【2022年カタールへ期待の選手⑪】欧州日本人最速の10点目。アジアカップ代表入りに前進した新世代のファンタジスタ/鎌田大地(シント=トロイデン/MF)
2018.12.11 20:00 Tue
▽8日のベルギー1部・シント=トロイデン対スタンダール・リエージュ戦。2トップで先発した背番号15・鎌田大地が前半終了間際に見せ場を作った。左からの横パスを受け、ファーストタッチでDFを抜き去ると、そのままドリブルで突進。ゴール前でGKもかわして左足を一閃。今季12試合目にして10点目という欧州クラブ所属日本人最速の2ケタゴール達成を現実にした。
「ゴール前で1対1になれば勝てる自信がありますし、前の選手はゴールを狙わないといけないので、つねに狙っています。ただ、チームの勝ちが一番大事なので、絶対に自分でいくというわけではなく、アシスト数も増やしたい。今は点が取れているので、自分のやりたい方向に向かっている」と本人も大きな手ごたえを口にした。
▽12日には2019年アジアカップ(UAE)に挑む日本代表メンバーも発表されるが、11月下旬に彼を視察した森保一監督がサプライ抜擢する可能性も大いに高まった。「もちろん目標ではありますが、まだ1度も入っていないですし、まずは今はチームでいいプレーをしようという気持ちが大きいです」と彼自身は謙虚な姿勢を崩さなかったが、もちろん野心はあるはず。鎌田であれば最前線でも2列目でもプレーできる。ボールを収める技術も高く、この1年半の欧州経験で屈強なフィジカルと当たりも手に入れた。アジアカップはそのアドバンテージを生かせる場。ここはぜひともチャンスを与えてほしいものだ。

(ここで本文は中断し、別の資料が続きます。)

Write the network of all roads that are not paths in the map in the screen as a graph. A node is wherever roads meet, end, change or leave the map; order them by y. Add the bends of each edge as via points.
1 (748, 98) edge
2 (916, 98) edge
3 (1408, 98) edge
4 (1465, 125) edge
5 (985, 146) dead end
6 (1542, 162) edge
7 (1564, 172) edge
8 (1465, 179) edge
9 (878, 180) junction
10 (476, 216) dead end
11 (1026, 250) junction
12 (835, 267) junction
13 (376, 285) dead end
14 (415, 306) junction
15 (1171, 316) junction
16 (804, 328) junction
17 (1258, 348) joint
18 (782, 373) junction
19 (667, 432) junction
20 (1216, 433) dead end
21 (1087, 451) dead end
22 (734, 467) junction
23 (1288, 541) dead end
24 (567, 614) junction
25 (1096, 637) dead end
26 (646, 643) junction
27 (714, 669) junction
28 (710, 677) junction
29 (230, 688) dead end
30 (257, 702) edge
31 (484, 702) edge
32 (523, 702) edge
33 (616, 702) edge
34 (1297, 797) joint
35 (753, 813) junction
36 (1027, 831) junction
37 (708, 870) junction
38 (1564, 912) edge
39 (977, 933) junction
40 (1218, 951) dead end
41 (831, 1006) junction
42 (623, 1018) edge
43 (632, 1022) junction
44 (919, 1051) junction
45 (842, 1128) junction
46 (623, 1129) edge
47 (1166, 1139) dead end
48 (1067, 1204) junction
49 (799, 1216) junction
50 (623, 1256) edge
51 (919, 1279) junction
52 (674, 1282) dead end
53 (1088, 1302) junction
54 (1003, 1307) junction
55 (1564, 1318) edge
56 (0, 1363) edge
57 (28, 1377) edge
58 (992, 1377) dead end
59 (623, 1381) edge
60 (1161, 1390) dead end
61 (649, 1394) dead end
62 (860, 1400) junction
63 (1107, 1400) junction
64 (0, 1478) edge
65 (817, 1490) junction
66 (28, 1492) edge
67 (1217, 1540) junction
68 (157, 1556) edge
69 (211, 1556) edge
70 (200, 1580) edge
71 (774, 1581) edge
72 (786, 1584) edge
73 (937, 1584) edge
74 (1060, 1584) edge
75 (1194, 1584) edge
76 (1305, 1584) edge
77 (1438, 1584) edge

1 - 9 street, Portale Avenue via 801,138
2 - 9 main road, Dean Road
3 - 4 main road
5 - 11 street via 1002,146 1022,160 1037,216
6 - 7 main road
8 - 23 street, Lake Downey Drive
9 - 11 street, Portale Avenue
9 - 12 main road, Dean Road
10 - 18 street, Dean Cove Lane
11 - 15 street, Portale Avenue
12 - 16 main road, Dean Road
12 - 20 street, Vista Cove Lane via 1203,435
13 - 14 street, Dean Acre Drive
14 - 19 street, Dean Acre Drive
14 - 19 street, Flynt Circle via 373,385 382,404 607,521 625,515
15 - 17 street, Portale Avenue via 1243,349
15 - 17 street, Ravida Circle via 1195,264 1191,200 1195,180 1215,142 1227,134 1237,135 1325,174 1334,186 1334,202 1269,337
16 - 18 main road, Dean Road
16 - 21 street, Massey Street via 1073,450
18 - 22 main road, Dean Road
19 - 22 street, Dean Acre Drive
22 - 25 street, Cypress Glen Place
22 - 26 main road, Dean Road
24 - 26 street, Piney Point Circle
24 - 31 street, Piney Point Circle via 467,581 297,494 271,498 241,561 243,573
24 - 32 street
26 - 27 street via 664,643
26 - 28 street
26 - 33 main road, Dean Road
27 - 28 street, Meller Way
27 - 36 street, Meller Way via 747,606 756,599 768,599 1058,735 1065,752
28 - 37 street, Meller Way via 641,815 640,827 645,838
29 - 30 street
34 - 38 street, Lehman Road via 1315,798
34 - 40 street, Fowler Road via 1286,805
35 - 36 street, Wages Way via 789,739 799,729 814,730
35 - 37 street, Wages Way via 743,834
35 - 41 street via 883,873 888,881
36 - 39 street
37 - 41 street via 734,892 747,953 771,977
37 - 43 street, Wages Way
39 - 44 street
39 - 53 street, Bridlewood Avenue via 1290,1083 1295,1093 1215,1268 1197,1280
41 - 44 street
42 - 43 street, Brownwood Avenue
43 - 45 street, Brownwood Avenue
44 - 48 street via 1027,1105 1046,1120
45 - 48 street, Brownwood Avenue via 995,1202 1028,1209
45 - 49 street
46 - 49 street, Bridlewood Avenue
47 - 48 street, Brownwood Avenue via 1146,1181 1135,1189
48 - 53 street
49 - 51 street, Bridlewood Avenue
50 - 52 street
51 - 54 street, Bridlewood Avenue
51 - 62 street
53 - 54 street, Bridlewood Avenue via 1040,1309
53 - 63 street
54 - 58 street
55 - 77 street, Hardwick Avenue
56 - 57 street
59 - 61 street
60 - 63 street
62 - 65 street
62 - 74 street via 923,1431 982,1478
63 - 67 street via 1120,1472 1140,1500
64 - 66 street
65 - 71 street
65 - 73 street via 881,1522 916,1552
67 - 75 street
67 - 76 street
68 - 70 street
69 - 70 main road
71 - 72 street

▽そもそも鎌田はサガン鳥栖でプレーしていた頃から「早いうちから代表に入りたい」と熱望していた。まだ19歳だった2016年1月には「今年中にA代表に入りたい」と意欲をむき出しにしていた。ちょうど同時期に行われたリオ・デ・ジャネイロ五輪アジア最終予選を兼ねた2016年AFC・U-23選手権(カタール)のメンバーから落選したことも、彼の闘志に火をつけていた。
▽そうやって挫折をバネに高みを目指すのがこの男の生きざま。井手口陽介(グロイター・フュルト)とともにプレーしたガンバ大阪ジュニアユース時代はユース昇格が叶わず、東山高校に進み、自らを大きく成長させている。鳥栖から昨季赴いたドイツ・ブンデスリーガ1部・フランクフルトも同じ。ニコ・コバチ監督(現バイエルン)に才能を高く評価されながら、公式戦出場機会をほとんど与えられずに苦悩しながら、自身の課題だったフィジカル面の強化に取り組んだ。その成果が今季からプレーする新天地・シント=トロイデンでのパフォーマンスに生かされているのは間違いない。かつてヘルタ・ベルリン時代に1年間肉体改造に取り組み、その後の日本代表でブレイクした原口元気(ハノーファー)もそうだったが、壁にぶつかりながら弱点を克服していくというのは、若い選手に必要な過程なのだろう。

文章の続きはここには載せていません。